Once you are satisfied, pin the two pieces together securely.  Don't skimp on the pins - a pin every every inch to inch and a half is ideal.  Because of the curved shape of the sleeve, it is all too easy for the two pieces to pull away from each other as you sew.






Convert your machine to free arm if you can but do not push the free arm into the sleeve, otherwise you will distort it.  Instead, ease the armhole over the very edge of the free arm, so that is is mostly on top of the machine, using your hands to coax it around the machine as you sew.  Take your time sewing, easing the fabric around and making sure the two layers are smooth, and not bunching up, as you go.

When you have finished, inspect the stitching line carefully. Make sure you haven't caught the fabric up where you shouldn't have, and ensure you have no gathers. If you do, carefully unpick a few stitches, smooth them out with your nail or a pin, and sew again.

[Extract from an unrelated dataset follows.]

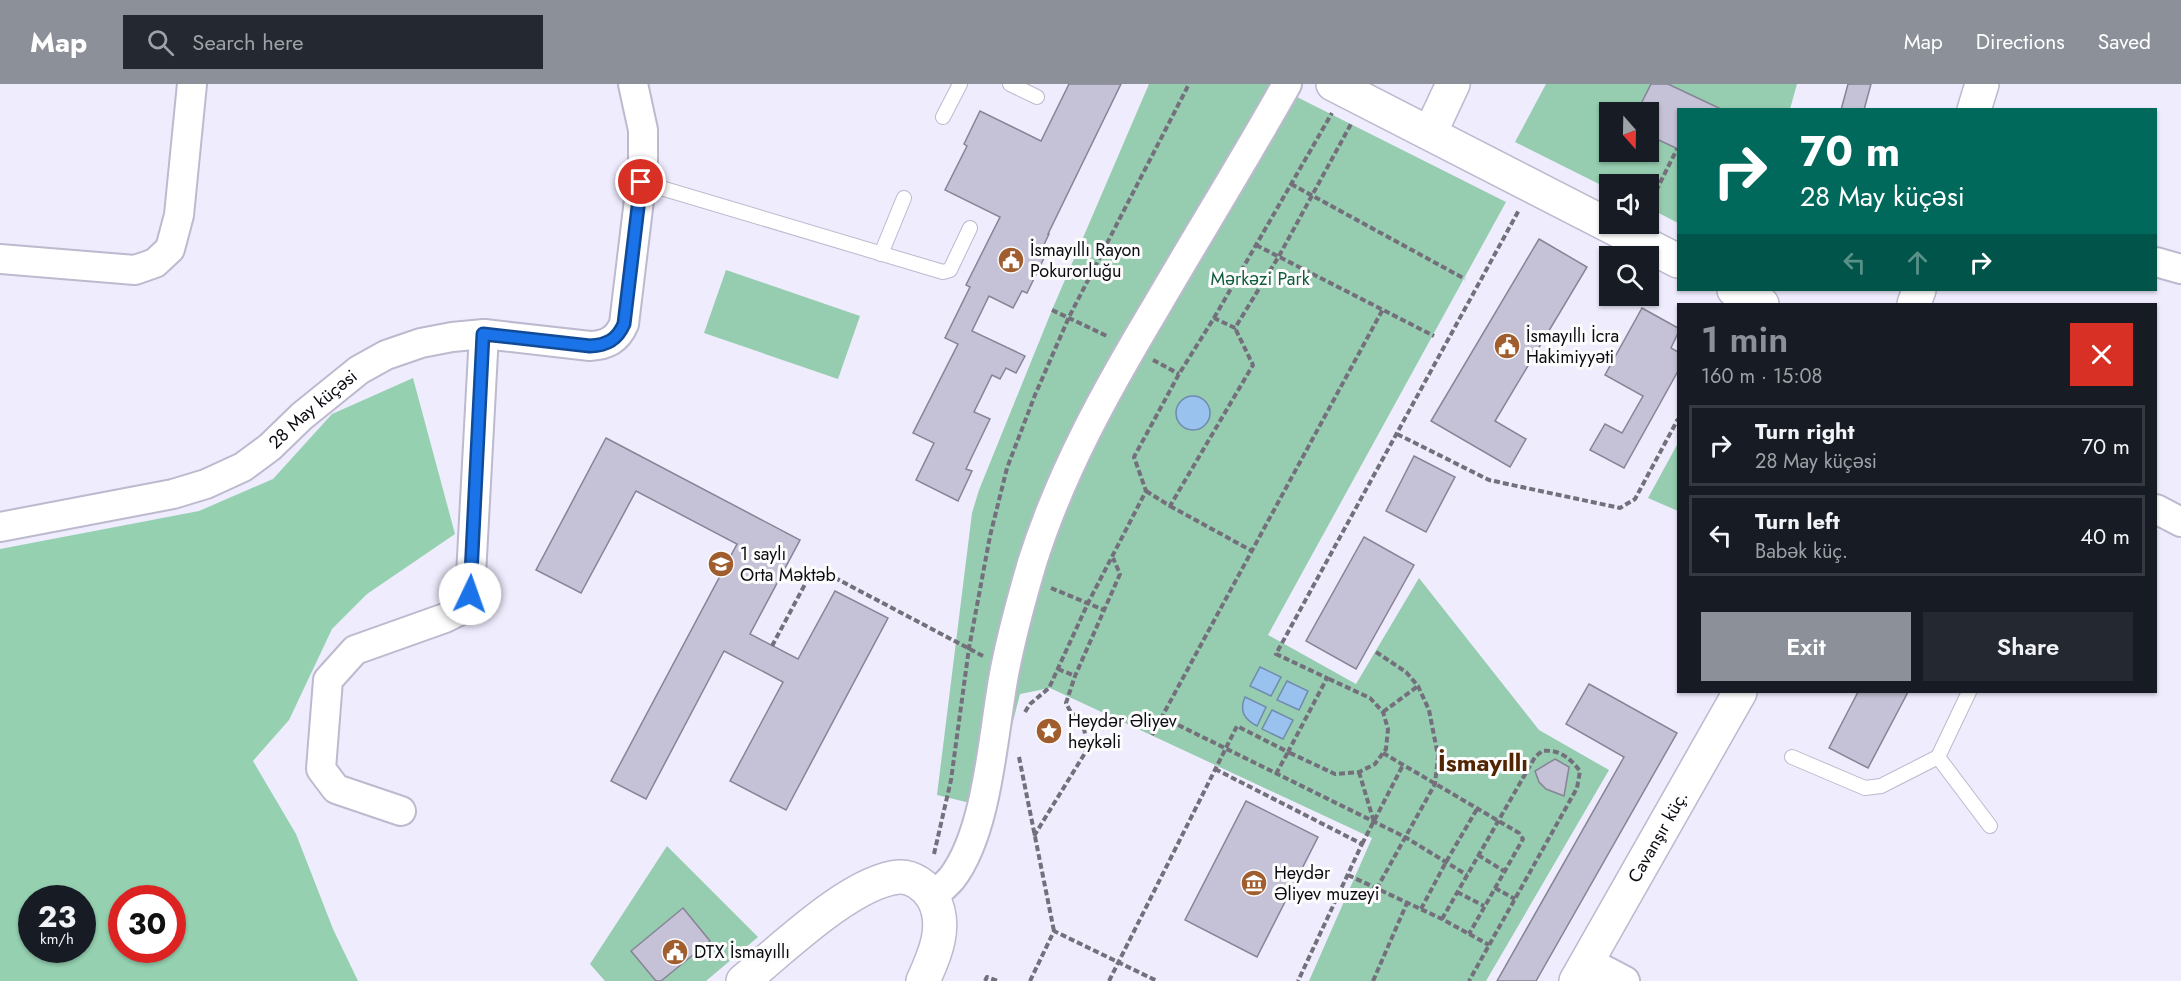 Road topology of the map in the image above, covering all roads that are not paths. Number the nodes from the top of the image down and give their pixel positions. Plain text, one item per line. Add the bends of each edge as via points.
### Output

Next you need to finish the seam.  I use an overlocker, but you can zigzag stitch if you haven't got an overlocker.  If you zigzag, carefully trim the seam allowance a little first.  Obviously you won't need to do this if you use an overlocker, but you will need to be super, super careful not to cut the sleeve head with the knife as you sew.  It is all too easy to do so (don't ask me how I know this...)  Take your time, sew slowly, using  your fingers to 'feel' the fabric as you go, making sure it is lying flat, and looking carefully as you go.

Then, the pressing!!  Press the seam allowance first, towards the sleeve, and then press the body, right up to the seam line.  The sleeve head should look curved and rounded, but not puckered.

You've done it!



The more you do, the easier it becomes, but trust me, as someone who regularly makes shirts, it will never be quick!  Take your time and you will be pleased with your sleeves.

Here is the finished shirt I made.  You may recognise the pattern as my favourite Vogue pattern, but can you spot the 'deliberate' mistake???  



Yes, the buttonholes are on the wrong side for a female shirt!  This is the first time I have ever made this mistake and I was sooooo cross and upset with myself!  However, I have been reassured by my daughter (the eventual wearer of the shirt) that she really couldn't care less which side they are on, plus my friends at Cooper's Creative assure me that this whole different side for men and women thing isn't as important now, and that some manufacturers use the same side for both.  That made me feel a whole lot better :)

I hope you will find some of this useful.  There is something quite satisfying about sleeve setting in - and I hope if you have never tried a smooth sleeve insert that you will be inspired to give it a go.